Suppose some curve $\vec r (t) = (x,y,z)$ is given in one coordinate system, how do I compute it in a different coordinate system?
For example, say the helix $\vec r(t) = (\cos t, \sin t, t)$ in Cartesian coordinates, how do I transform this to say spherical coordiantes ($r = (x^2 + y^2 + z^2)^{1/2}$, $\theta = \arctan (y/x) $, $\phi = \arccos (z/r)$ ), or any other coordinate system?
On
Simply substitute the expressions for $r, \theta, \phi$ in $x, y, z$: \begin{align} r(t) &= [x(t)^2 + y(t)^2 + z(t)^2]^{1 / 2} = [\cos^2 t + \sin^2 t + t^2]^{1 / 2} = \sqrt{1 + t^2} \\ \theta(t) &= \arctan \frac{y(t)}{x(t)} = \arctan \frac{\sin t}{\cos t} = \arctan \tan t \\ \phi(t) &= \arccos \frac{z(t)}{r(t)} = \arccos \frac{t}{\sqrt{1 + t^2}} \end{align}
One must interpret these formulas carefully: The formula for $\theta$ in terms of $x, y$ only holds for $x > 0$, so we can only expect our formula for $\theta$ to hold for some interval on which $x(t)$ is always positive. Indeed, our formula for $\theta(t)$ is discontinuous at half-integer multiples of $\pi$ (corresponding to points when $x = 0$). If we restrict attention to the interval $-\frac{\pi}{2} < t < \frac{\pi}{2}$, for example, we can simplify our formula for $\theta(t)$ to $\theta(t) = t$. (There is no analogous issue with the formula for $\theta(t)$, by the way: Since $0 \leq t^2 < 1 + t^2$, $0 \leq \frac{t}{\sqrt{1 + t^2}} < 1$, and hence $\phi(t)$ is continuous.)

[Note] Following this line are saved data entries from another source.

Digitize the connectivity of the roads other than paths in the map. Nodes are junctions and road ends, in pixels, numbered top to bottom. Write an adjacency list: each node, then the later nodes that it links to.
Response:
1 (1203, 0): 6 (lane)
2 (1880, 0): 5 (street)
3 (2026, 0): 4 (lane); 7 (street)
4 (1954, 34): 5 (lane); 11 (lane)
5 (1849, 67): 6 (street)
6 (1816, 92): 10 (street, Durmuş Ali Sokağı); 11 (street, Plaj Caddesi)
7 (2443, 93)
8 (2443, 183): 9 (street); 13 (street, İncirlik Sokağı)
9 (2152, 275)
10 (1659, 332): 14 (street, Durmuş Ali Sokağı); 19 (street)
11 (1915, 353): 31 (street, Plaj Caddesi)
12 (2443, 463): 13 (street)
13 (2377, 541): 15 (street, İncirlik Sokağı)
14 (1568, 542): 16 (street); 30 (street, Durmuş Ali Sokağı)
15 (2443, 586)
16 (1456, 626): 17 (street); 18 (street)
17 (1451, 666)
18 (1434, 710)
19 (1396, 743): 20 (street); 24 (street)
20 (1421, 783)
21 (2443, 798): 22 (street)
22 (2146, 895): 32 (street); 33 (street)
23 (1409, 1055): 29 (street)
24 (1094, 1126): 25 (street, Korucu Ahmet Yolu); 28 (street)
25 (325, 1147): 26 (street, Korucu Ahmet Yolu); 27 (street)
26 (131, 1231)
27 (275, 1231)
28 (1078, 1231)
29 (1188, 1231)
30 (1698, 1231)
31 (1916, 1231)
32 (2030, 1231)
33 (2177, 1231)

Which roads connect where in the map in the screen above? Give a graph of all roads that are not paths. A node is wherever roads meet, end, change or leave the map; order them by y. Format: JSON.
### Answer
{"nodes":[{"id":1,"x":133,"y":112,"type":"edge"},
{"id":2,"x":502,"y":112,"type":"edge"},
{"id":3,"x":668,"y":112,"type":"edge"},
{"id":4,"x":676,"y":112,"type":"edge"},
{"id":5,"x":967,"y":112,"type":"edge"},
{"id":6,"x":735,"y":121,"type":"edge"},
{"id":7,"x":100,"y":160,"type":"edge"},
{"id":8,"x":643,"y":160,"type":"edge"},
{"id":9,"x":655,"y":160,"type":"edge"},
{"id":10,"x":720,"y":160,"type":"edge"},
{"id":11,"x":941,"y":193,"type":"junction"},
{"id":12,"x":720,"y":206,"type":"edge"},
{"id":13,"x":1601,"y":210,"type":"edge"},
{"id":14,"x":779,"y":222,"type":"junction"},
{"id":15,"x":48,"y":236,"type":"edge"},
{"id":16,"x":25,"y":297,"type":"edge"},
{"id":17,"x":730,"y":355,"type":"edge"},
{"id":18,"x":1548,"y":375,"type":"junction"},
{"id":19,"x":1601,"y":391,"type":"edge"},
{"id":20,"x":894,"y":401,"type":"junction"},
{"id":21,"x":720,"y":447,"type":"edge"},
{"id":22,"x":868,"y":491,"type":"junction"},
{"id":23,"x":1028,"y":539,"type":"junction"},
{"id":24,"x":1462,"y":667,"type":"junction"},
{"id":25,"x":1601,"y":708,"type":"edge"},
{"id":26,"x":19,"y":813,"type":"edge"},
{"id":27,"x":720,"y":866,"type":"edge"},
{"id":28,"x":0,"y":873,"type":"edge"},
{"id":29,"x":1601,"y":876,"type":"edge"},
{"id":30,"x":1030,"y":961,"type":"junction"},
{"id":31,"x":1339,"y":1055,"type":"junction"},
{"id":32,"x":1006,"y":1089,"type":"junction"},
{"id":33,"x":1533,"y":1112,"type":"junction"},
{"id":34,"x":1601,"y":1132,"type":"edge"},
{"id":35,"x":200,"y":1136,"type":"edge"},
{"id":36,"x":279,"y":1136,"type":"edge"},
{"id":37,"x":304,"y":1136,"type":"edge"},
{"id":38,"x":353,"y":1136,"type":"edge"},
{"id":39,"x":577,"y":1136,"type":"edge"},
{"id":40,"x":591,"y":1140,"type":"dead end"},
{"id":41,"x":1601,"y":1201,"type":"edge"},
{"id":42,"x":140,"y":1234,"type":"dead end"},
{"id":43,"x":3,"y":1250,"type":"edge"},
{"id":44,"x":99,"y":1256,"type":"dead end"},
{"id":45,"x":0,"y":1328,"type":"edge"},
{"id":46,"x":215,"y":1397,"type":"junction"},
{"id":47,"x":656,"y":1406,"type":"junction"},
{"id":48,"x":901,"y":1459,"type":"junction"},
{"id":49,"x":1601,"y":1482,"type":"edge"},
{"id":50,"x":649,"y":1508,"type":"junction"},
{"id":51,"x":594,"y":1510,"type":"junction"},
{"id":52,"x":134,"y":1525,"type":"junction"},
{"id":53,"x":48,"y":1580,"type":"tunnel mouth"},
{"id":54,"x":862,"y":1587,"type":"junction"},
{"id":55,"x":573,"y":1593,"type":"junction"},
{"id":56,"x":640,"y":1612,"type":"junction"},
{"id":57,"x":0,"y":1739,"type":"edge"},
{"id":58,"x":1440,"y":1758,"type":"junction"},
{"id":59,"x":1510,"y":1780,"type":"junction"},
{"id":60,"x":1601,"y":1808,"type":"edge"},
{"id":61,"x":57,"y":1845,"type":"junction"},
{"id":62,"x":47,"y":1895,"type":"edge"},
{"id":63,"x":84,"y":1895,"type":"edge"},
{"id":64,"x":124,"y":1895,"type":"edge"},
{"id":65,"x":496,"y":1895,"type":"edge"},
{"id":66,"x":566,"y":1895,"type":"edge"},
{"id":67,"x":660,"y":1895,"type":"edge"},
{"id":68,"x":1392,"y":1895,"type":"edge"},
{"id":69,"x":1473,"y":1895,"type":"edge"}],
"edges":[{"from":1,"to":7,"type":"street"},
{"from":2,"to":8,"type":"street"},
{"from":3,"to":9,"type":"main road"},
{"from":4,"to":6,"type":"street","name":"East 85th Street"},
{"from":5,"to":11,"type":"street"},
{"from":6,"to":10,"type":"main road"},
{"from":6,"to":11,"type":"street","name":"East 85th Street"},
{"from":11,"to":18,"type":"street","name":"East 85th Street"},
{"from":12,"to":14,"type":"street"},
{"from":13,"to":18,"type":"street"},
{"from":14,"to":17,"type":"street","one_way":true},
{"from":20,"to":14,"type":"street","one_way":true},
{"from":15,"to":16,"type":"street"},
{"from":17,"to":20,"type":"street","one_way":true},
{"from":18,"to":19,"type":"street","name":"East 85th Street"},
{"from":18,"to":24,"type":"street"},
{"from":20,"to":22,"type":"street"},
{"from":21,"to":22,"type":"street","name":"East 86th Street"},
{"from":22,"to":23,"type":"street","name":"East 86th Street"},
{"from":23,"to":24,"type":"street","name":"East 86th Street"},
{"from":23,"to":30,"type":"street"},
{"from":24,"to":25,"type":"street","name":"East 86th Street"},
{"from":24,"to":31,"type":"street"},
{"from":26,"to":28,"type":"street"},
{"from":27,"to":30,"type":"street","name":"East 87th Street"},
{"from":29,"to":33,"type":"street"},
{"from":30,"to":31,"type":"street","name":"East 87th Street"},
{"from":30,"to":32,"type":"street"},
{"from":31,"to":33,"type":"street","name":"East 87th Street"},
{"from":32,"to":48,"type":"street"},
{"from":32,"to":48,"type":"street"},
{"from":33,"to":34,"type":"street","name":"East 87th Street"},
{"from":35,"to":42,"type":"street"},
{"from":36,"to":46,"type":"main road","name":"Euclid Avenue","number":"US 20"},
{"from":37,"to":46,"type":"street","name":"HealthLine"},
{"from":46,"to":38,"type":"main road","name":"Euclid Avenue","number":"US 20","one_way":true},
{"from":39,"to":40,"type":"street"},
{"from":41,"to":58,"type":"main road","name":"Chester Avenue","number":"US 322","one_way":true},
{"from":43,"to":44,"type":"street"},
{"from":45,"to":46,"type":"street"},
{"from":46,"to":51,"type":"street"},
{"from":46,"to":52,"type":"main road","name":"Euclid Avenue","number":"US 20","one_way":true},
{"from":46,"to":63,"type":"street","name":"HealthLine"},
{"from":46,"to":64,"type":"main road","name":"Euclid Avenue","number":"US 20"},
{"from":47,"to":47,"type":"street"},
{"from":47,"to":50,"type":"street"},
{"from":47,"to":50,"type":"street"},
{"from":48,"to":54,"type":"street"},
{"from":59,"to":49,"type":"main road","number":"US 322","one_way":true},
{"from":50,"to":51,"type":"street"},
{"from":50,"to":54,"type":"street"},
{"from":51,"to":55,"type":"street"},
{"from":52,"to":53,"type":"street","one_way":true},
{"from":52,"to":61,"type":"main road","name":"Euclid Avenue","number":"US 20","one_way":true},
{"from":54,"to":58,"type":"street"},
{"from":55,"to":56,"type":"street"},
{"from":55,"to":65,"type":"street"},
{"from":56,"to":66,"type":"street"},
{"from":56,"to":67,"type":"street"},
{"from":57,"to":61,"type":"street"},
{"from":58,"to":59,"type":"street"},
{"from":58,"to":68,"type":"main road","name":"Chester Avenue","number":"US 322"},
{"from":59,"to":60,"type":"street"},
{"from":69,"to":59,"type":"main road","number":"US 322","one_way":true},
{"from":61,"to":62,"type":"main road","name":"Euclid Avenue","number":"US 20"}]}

On the other hand, using our formula $\theta(t) = t$, which a priori only holds on the mentioned interval, and substituting $(r(t), \theta(t), \phi(t))$ into the formulas for expressing rectangular coordinates as functions of spherical coordinates, we see that equality really holds for all $t$, not just $t$ in the given interval. The price one pays for this convenience is that $(r, \theta, \phi)$ are no long strictly coordinates, as many triples, namely $(r, \theta + 2 \pi k, \phi)$, $k \in \Bbb Z$, represent the same points.
Well I think you mostly gave your own answer.
We already have $(x,y,z)=(\cos(t),\sin(t),t)$. Now we just use the formulas you gave: $$r=(x^2+y^2+z^2)^{1/2}=(\cos^2(t)+\sin^2(t)+t^2)^{1/2}=(1+t^2)^{1/2}$$ $$\theta=\arctan(y/x)=\arctan(\sin(t)/\cos(t))=\arctan(\tan(t))=t$$ $$\phi=\arccos(z/r)=\arccos\left(\frac{t}{(1+t^2)^{1/2}}\right)$$
As long as you have the rule for converting between coordinates, you can apply it to the parameterization. The same things works in any coordinate system. (Can you convert to cylindrical now?)